Title: Error updating Windows XP clients from console Post by: shaun on June 16, 2008, 03:30:29 PM In a strange twist, I am having issues updating the avast! VPS database on Windows XP SP2 clients (ALL of them) from the avast! antivirus tab of the Windows Home Server console. Each of my Vista clients works with no issues.
Error Details When attempting to update, I get the following error returned in the WHS Console: "Error during communication with WORKSTATION; whsUpdate : Error 0xFFFFFF9D. (4294967197)" The avastWHS log provides the following corresponding error: "Error during communication (whsUpdate) with WORKSTATION : 4294967197." No other logs on the server have any errors which even come close to correlating with the time periods of the above errors. avast! Software Details
Environment Details
Firewalls have been completely disabled on the Windows XP SP2 machines (again, ANY XP SP2 machine I connect fails). I have verified all levels of communication between the server and clients (via telnet, shares, etc.). Also, everything else works (scheduled scans run without issue on the failed clients, the WHS console shows the clients and their status without issue, I can look at scan logs on the clients from the console without issue, etc.). I had this issue on the original public release of WHS AND it continued after I updated WHS to the PP1 beta. Finally, the clients can update themselves without issue. Automatically or manually, I have no issues on the XP SP2 boxes with updating the VPS or Program (for example, right clicking on the tray icon and navigating throught the Update menu). The problem is only with updating the XP SP2 client VPS from the WHS console. Any help is appreciated. Title: Re: Error updating Windows XP clients from console Post by: shaun on June 16, 2008, 04:02:56 PM Figured it out, although it doesn't make any sense. I decided to review the forums for the Server Edition and found the answer. Keep in mind, I have 2 different environments, one with a proxy server and one without. This solution fixed the XP SP2 issues in both environments.
Basically, I finally found a post about reviewing the Alwil Software Setup Log: %PROGRAMFILES%\Alwil Software\Avast4\Setup\Setup.log In it, I found the following errors of interest: Code: 11:45:02 min/pkg Download servers.def, servers.def.vpu failed with error 0x20000005. 11:45:02 min/pkg Tried to download servers.def but failed with error 0x20000005. 11:45:02 min/gen Err:The proxy needs authentication. Now, the proxy server does NOT require authentication. Additionally, I don't have a proxy server in one environment. So, I tried a variety of configuration changes in the Update Settings (such as Direct connected, etc.). The only thing that worked was using the "Specify proxy server" option AND include a user for authentication in both environments. Makes absolutely no sense to me, but it works now... Title: Re: Error updating Windows XP clients from console Post by: Vlk on June 16, 2008, 05:25:41 PM It makes some sense to me though. :)

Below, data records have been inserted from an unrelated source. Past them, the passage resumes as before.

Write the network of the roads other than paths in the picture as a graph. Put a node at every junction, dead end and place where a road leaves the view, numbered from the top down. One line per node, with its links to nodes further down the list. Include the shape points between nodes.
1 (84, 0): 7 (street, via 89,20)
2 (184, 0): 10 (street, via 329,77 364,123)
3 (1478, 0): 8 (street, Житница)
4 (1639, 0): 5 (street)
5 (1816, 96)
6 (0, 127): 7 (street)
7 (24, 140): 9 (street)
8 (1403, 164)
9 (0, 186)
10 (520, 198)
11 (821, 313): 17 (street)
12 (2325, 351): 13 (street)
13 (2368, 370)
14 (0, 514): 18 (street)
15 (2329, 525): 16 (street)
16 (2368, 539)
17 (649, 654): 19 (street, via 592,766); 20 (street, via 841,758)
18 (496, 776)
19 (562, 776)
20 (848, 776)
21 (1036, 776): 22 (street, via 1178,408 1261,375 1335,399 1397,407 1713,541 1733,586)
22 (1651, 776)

What proxy server are you using? (and what authentication types does it support?) Maybe you only think that the proxy doesn't need authentication, but in fact, it is using NTLM (implicitly)? The main idea behind NTLM is that you don't have to specify any usernames/passwords anywhere as your Windows security token is used instead (ie. you're using the identity of the logged-on user). The thing is, when you invoke an update from the WHS console, it takes place (on the client) in the context of the avast! system service. This service runs under the LocalSystem account. Therefore, NTLM authentication cannot be used as the users identity makes no sense to the proxy. Thanks Vlk Title: Re: Error updating Windows XP clients from console Post by: shaun on June 20, 2008, 01:56:13 PM Thanks for the comments!
The environments I am testing can use SurfControl, ISA and WebSense. I agree with what you are saying about NTLM authentication, but if I create a new local user account on the box, that account can get out on the Internet without issue. It isn't part of any groups other than the local USERS group. Why would it be able to do so, but not the Local System account? Title: Re: Error updating Windows XP clients from console Post by: Vlk on June 20, 2008, 03:46:05 PM LocalSystem is a special account that has unlimited access to local resources, but no access to remote resources (as far as NTLM authorization is concerned). That's by definition.

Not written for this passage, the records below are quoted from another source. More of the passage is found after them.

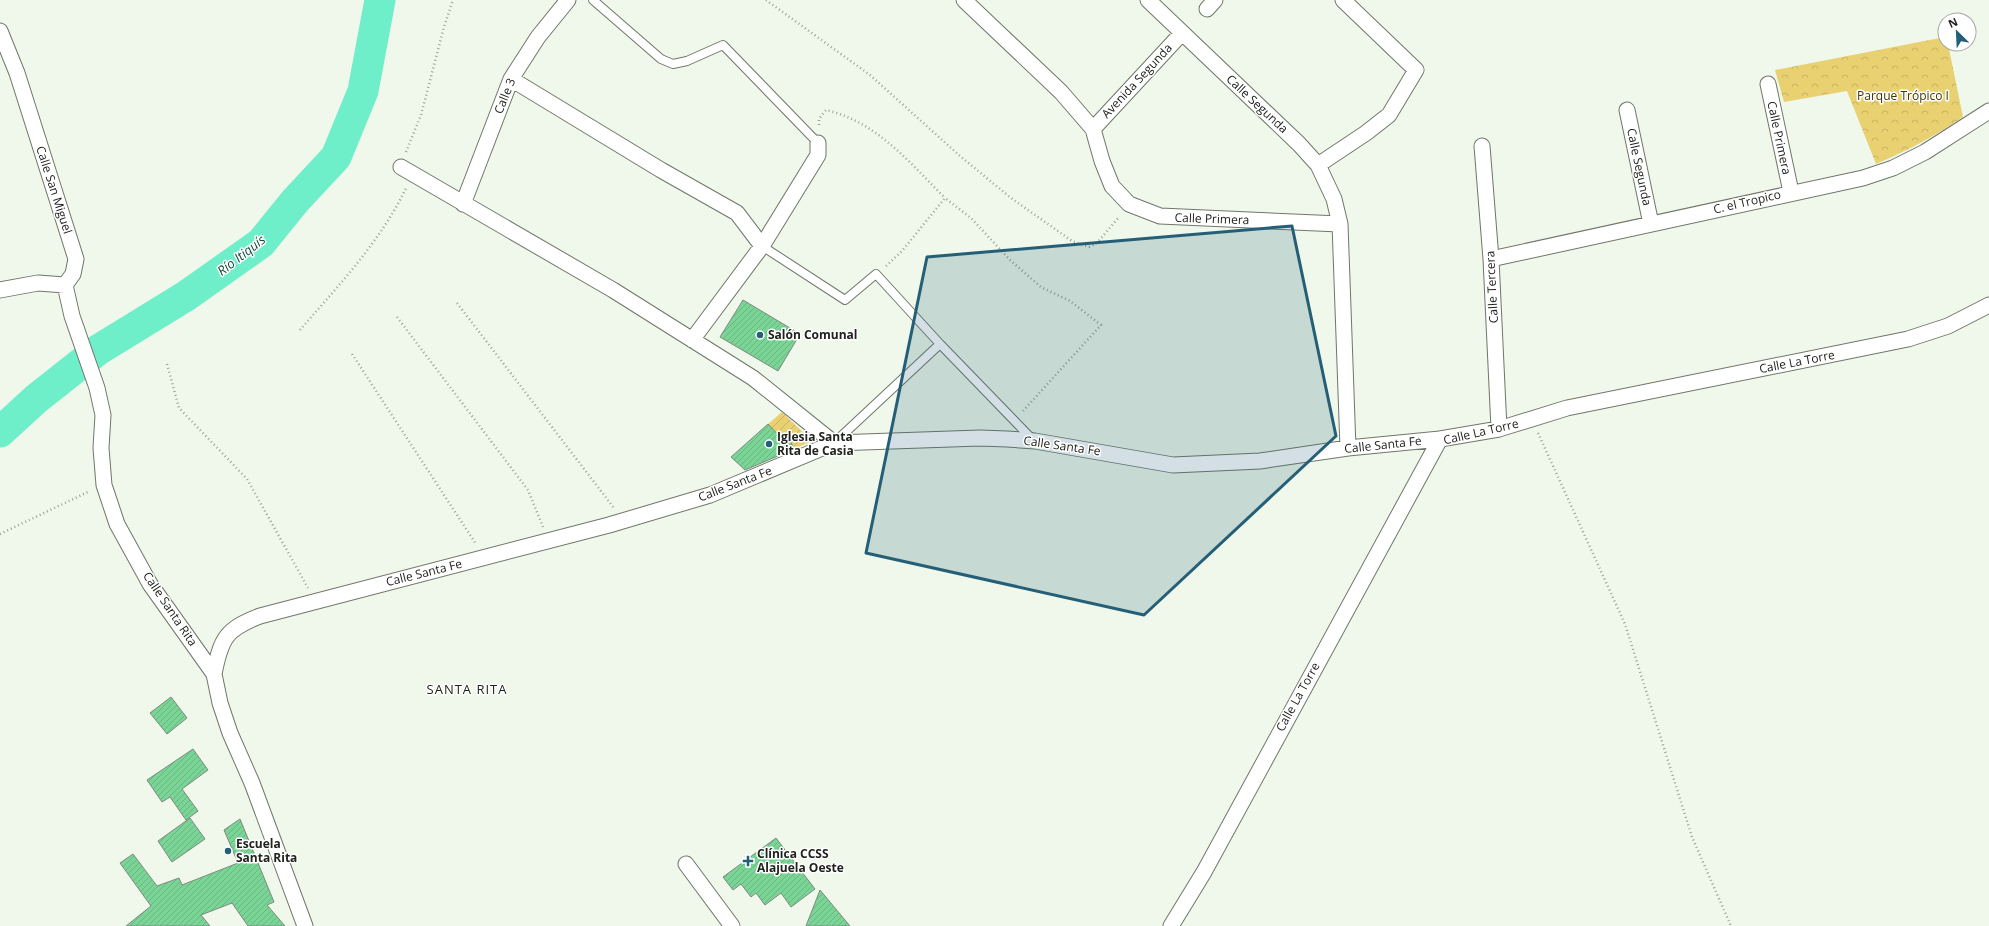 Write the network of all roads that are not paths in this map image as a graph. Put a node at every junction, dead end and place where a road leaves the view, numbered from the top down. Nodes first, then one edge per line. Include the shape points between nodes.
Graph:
1 (568, 0) edge
2 (593, 0) edge
3 (964, 0) edge
4 (1148, 0) edge
5 (1343, 0) edge
6 (0, 31) edge
7 (1182, 33) junction
8 (511, 79) junction
9 (1768, 84) dead end
10 (1627, 110) dead end
11 (1989, 111) edge
12 (1093, 128) junction
13 (818, 142) joint
14 (1482, 146) dead end
15 (1318, 164) junction
16 (406, 171) road end
17 (1791, 192) junction
18 (463, 204) junction
19 (1340, 224) junction
20 (1651, 224) junction
21 (762, 246) junction
22 (1491, 259) junction
23 (66, 285) junction
24 (0, 290) edge
25 (1989, 305) edge
26 (692, 340) junction
27 (940, 344) junction
28 (1499, 429) junction
29 (1440, 439) junction
30 (1035, 441) junction
31 (834, 443) junction
32 (1348, 448) junction
33 (214, 674) junction
34 (686, 864) dead end
35 (305, 926) edge
36 (732, 926) edge
37 (1171, 926) edge

1 - 8 street, Calle 3 via 538,37
2 - 13 lane via 661,59 673,64 687,62 724,45
3 - 12 street, Calle Primera via 1061,92
4 - 7 street, Calle Segunda
5 - 15 street via 1416,70 1389,115 1366,134
6 - 23 street, Calle San Miguel via 17,73 76,259 73,274
7 - 12 street, Avenida Segunda
7 - 15 street, Calle Segunda
8 - 18 street, Calle 3
8 - 21 street via 737,213
9 - 17 street, Calle Primera
10 - 20 street, Calle Segunda
11 - 17 street, C. el Tropico via 1925,152 1893,168 1863,178
12 - 19 street, Calle Primera via 1112,186 1129,204 1160,216
13 - 21 street via 818,154
14 - 22 street, Calle Tercera
15 - 19 street, Calle Segunda via 1334,198
16 - 18 street
17 - 20 street, C. el Tropico
18 - 26 street via 613,290
19 - 32 street
20 - 22 street, C. el Tropico
21 - 26 street
21 - 27 lane via 845,300 876,274
22 - 28 street, Calle Tercera
23 - 24 street via 38,283
23 - 33 street, Calle Santa Rita via 72,316 97,388 103,415 101,448 104,485 117,524 150,584
25 - 28 street, Calle La Torre via 1948,326 1908,339 1567,408
26 - 31 street via 753,378
27 - 30 lane
27 - 31 lane
28 - 29 street, Calle La Torre
29 - 32 street, Calle Santa Fe
29 - 37 street, Calle La Torre via 1204,872
30 - 31 street, Calle Santa Fe via 980,438
30 - 32 street, Calle Santa Fe via 1173,465 1260,461
31 - 33 street, Calle Santa Fe via 710,495 624,521 260,616 234,628 226,637 219,652
33 - 35 street, Calle Santa Rita via 230,733 252,783
34 - 36 street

Well, in fact, it acts as the machine account with respect to NTLM authorization (unlike normal User account). So, in theory, if you granted the MACHINE account some rights (on ISA), it should work, too... Cheers Vlk Title: Re: Error updating Windows XP clients from console Post by: shaun on June 23, 2008, 02:03:48 PM Ahhh... that makes some sense now. I was about to say that a local user account is no different from LocalSystem when it comes to "network" rights. I can't get to a network resource with a newly created local account any easier than LocalSystem, but the proxy piece still worked.
However, if you're saying that LocalSystem acts more like a Machine account, than a User account, this starts to make some sense now. Thanks for the tip. I'll research some more with Microsoft. Title: Re: Error updating Windows XP clients from console Post by: Vlk on June 23, 2008, 07:41:18 PM However, if you're saying that LocalSystem acts more like a Machine account, than a User account, this starts to make some sense now. Thanks for the tip. I'll research some more with Microsoft. That's what I'm saying. See e.g. here http://msdn.microsoft.com/en-us/library/ms684190(VS.85).aspx Cheers Vlk |